Con temor a las implicaciones de premiar a un estadunidense, el jurado consultó al mismísimo Nikita Jrushchov, líder de la Unión. Su respuesta aún eleva al mito: “Si toca mejor que los demás, denle el premio.” Fue así que Van Cliburn, quien estudió en la Juilliard School de Nueva York bajo la tutela de Rosina Lhévinne (pianista rusa, curiosamente), regresó a Estados Unidos como héroe. Lo recibieron con un desfile en Nueva York y su grabación del Concierto No. 1 se convirtió en el primer álbum de música clásica en vender más de un millón de copias.

Hoy, en este globo nuevamente polarizado, cuesta imaginar un momento similar. Líderes como Vladimir Putin y Donald Trump no comparten la visión de la cultura como un puente o bien común. Putin la ha convertido en un instrumento de poder blando, promoviendo el ballet y la música académica mientras silencia voces críticas como la de Pussy Riot. Trump, por su parte, ha despreciado abiertamente a las instituciones culturales, recortando fondos y promoviendo una retórica que desconfía del pensamiento complejo.

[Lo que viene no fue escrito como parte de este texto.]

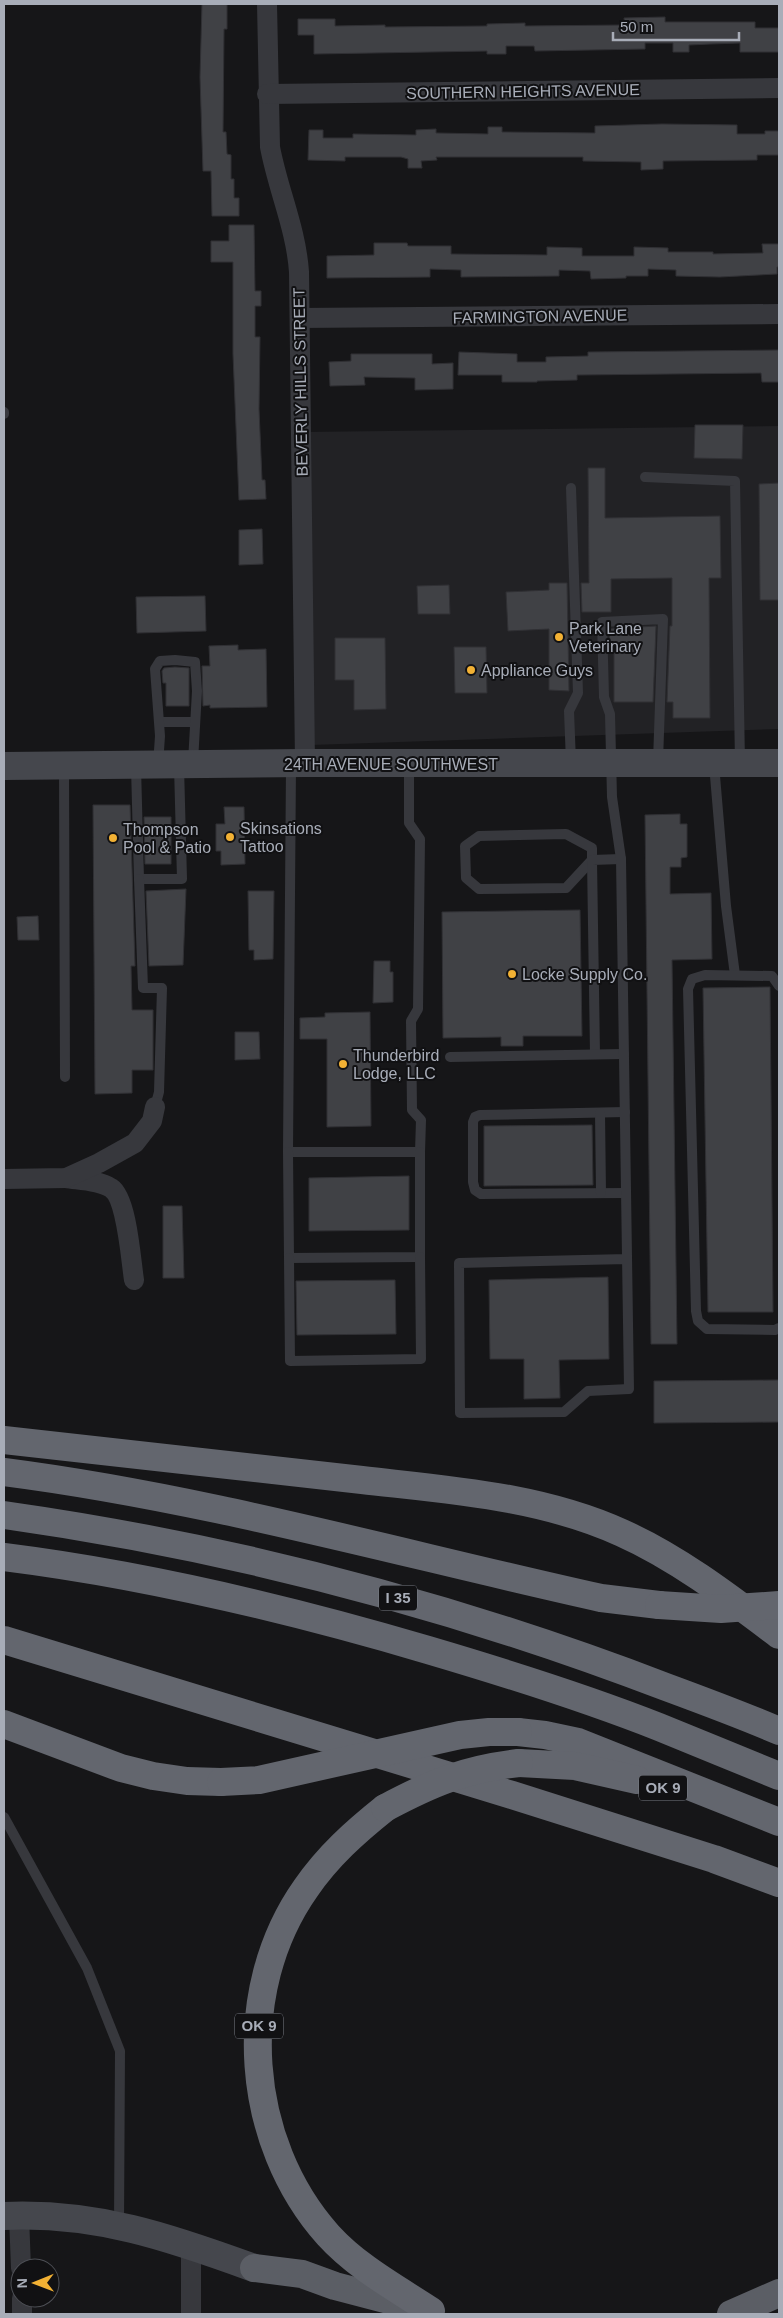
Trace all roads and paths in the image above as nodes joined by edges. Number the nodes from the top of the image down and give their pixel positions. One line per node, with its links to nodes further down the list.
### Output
1 (267, 4): 3 (street, BEVERLY HILLS STREET)
2 (779, 88): 3 (street, SOUTHERN HEIGHTS AVENUE)
3 (267, 94): 5 (street, BEVERLY HILLS STREET)
4 (779, 314): 5 (street, FARMINGTON AVENUE)
5 (300, 318): 15 (street, BEVERLY HILLS STREET)
6 (645, 477): 13 (lane)
7 (571, 488): 10 (lane)
8 (160, 722): 9 (lane); 9 (lane); 17 (lane)
9 (195, 722): 17 (lane)
10 (571, 763): 11 (main road, 24TH AVENUE SOUTHWEST); 16 (main road, 24TH AVENUE SOUTHWEST)
11 (610, 763): 12 (main road, 24TH AVENUE SOUTHWEST); 12 (lane); 20 (lane)
12 (658, 763): 13 (main road, 24TH AVENUE SOUTHWEST)
13 (727, 763): 14 (main road, 24TH AVENUE SOUTHWEST); 23 (lane)
14 (779, 763)
15 (298, 764): 16 (main road, 24TH AVENUE SOUTHWEST); 17 (main road, 24TH AVENUE SOUTHWEST); 32 (lane)
16 (409, 764): 33 (lane)
17 (166, 765): 19 (main road, 24TH AVENUE SOUTHWEST); 22 (lane); 22 (lane)
18 (4, 766): 19 (main road, 24TH AVENUE SOUTHWEST)
19 (64, 766): 28 (lane)
20 (621, 859): 21 (lane); 26 (lane)
21 (592, 860): 21 (lane); 25 (lane)
22 (139, 879): 29 (lane)
23 (735, 974): 24 (lane); 42 (lane)
24 (779, 986)
25 (595, 1054): 26 (lane); 27 (lane)
26 (624, 1054): 31 (lane)
27 (450, 1057)
28 (65, 1077)
29 (155, 1107): 34 (street)
30 (600, 1112): 31 (lane); 36 (lane); 36 (lane)
31 (625, 1112): 37 (lane)
32 (288, 1152): 33 (lane); 39 (lane)
33 (420, 1152): 38 (lane)
34 (66, 1178): 35 (street); 41 (street)
35 (4, 1179)
36 (601, 1193): 37 (lane)
37 (626, 1193): 40 (lane)
38 (420, 1257): 39 (lane); 39 (lane)
39 (289, 1258)
40 (627, 1259): 40 (lane)
41 (134, 1280)
42 (779, 1328)
43 (4, 1440): 48 (highway)
44 (4, 1472): 47 (highway, bridge)
45 (4, 1515): 51 (highway, I 35)
46 (4, 1557): 52 (highway, I 35)
47 (779, 1605)
48 (779, 1635)
49 (4, 1640): 55 (highway)
50 (4, 1724): 54 (highway, bridge)
51 (779, 1731)
52 (779, 1776)
53 (4, 1817): 57 (lane)
54 (779, 1823): 62 (highway, OK 9, bridge)
55 (779, 1883)
56 (12, 2216): 57 (main road); 59 (street)
57 (119, 2225): 58 (main road)
58 (191, 2245): 60 (main road); 63 (street)
59 (19, 2258)
60 (254, 2268): 62 (highway); 64 (highway)
61 (779, 2293): 65 (highway)
62 (437, 2313)
63 (191, 2314)
64 (366, 2314)
65 (731, 2314)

¿Podría un pianista ucraniano ganar hoy un concurso en Moscú? ¿Un latinoamericano triunfar en el certamen organizado por nacionalistas estadunidenses? Lo que en 1958 fue posible gracias a una combinación entre respeto artístico y liderazgo templado por un fondo ideológico real, hoy parece improbable, pues la cultura es vista como amenaza o adorno, mas no como cimiento de verdad alguna. El caso de Cliburn, empero, nos recuerda que hubo un tiempo cuando el arte era capaz de agrietar el muro más duro. Aquel joven pianista, educado en una escuela fundada por inmigrantes europeos, se convirtió en símbolo de entendimiento gracias a algo tan simple ‒y tan poderoso‒ como una interpretación transparente.

Por fortuna, lectora, lector, su legado persiste. La Competencia Internacional de Piano Van Cliburn, celebrada cada cuatro años, mantiene vivo ese espíritu y esa apertura. Intérpretes de Corea, Canadá, Polonia, Ucrania, China o Brasil, verbigracia, comparten escenario sin otro criterio que la música (en estos días están las etapas finales, disponibles en vivo a través del canal The Cliburn en YouTube, búsquelo).

Esto es un recordatorio de que el arte aún puede crear comunidad; de que, incluso en tiempos sordos, hay quienes siguen tendiendo puentes trascendentales. Buen domingo. Buena semana. Buenos sonidos.